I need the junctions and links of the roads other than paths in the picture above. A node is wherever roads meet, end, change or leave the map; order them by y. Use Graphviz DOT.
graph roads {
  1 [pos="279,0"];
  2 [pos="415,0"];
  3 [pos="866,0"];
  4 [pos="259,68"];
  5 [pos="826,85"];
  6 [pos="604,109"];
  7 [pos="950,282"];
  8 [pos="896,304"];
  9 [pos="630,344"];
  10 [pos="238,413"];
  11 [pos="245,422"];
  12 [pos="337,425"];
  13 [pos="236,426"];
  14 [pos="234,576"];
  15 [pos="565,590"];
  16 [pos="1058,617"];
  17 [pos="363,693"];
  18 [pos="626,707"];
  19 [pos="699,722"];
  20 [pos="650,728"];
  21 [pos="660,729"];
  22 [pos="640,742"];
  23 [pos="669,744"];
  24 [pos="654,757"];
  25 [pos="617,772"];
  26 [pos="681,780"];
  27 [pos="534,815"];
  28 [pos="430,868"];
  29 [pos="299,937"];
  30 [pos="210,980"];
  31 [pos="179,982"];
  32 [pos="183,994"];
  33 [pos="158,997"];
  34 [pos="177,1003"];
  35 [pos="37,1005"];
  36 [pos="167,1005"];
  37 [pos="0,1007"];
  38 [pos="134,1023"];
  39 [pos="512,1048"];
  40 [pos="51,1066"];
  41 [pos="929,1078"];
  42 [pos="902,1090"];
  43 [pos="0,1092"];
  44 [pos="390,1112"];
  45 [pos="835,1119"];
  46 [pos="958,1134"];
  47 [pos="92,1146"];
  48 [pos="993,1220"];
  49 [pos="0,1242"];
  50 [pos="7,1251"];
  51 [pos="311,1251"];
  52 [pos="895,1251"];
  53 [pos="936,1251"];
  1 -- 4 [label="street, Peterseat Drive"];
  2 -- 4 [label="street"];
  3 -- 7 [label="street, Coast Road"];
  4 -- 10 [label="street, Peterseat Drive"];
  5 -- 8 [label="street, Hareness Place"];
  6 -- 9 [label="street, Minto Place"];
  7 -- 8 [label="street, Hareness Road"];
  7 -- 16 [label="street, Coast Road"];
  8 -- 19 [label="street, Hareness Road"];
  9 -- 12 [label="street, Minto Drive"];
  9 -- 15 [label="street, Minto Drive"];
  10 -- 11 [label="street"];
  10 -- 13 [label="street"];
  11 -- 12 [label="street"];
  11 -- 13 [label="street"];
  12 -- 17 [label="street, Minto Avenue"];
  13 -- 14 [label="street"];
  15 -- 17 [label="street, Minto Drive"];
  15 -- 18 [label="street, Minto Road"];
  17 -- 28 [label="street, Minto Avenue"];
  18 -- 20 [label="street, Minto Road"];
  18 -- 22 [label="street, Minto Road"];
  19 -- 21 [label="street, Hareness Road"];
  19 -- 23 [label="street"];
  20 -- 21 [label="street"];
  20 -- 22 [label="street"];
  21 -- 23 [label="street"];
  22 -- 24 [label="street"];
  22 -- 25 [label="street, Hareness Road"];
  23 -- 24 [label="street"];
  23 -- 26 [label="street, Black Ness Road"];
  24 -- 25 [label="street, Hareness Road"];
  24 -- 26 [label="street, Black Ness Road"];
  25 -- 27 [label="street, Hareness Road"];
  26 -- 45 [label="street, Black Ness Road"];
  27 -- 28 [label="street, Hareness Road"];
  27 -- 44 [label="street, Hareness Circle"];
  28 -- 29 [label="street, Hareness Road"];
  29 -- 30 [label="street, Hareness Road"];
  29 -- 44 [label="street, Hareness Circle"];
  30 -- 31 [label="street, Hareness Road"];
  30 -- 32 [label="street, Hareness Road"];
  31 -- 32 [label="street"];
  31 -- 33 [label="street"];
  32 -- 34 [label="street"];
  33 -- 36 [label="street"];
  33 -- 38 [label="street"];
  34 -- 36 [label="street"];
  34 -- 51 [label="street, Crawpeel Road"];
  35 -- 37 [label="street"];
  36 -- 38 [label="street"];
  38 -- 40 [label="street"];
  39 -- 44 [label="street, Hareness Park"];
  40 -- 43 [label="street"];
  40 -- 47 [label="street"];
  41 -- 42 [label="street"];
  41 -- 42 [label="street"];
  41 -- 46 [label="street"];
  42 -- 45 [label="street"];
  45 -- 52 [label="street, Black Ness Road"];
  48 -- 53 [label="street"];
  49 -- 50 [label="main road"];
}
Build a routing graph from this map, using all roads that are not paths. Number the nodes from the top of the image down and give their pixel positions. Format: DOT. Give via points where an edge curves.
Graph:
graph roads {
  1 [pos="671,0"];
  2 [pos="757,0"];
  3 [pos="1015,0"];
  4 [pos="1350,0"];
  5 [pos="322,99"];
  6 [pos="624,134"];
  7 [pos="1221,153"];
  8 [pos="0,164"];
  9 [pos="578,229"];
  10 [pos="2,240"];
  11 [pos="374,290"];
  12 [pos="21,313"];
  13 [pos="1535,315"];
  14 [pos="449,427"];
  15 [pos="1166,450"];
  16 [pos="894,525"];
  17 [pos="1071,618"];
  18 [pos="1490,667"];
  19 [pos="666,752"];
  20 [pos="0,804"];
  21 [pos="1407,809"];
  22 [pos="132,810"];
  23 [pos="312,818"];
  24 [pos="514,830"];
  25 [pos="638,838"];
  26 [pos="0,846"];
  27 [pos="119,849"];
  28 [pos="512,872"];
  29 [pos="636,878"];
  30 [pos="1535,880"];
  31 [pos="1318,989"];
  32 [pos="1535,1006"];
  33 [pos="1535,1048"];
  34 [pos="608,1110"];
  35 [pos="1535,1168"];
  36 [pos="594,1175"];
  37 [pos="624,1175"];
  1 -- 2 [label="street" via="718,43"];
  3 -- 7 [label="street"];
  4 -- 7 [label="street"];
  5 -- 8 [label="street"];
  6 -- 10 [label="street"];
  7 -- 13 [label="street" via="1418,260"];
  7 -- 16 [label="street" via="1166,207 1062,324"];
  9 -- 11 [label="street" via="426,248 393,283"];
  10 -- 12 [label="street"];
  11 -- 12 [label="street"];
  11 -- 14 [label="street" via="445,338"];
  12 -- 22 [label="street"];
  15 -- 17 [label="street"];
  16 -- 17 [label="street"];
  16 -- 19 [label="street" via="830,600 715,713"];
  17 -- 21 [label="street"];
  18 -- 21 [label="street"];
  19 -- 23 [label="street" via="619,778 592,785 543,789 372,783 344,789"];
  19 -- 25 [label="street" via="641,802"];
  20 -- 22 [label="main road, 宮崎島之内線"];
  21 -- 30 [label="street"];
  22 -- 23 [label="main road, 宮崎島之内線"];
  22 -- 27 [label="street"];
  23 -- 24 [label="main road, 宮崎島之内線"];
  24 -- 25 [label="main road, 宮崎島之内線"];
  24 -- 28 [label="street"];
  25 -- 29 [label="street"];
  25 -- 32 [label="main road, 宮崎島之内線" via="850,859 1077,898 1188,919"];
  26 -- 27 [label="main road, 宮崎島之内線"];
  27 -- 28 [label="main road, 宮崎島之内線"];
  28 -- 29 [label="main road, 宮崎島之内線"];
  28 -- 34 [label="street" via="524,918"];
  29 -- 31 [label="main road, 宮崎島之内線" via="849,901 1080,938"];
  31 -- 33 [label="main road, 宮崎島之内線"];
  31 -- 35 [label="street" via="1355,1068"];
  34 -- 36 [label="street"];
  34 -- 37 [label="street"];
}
#####
Determine how many lines of the data above hold the word "Peterseat". Output that number only.

2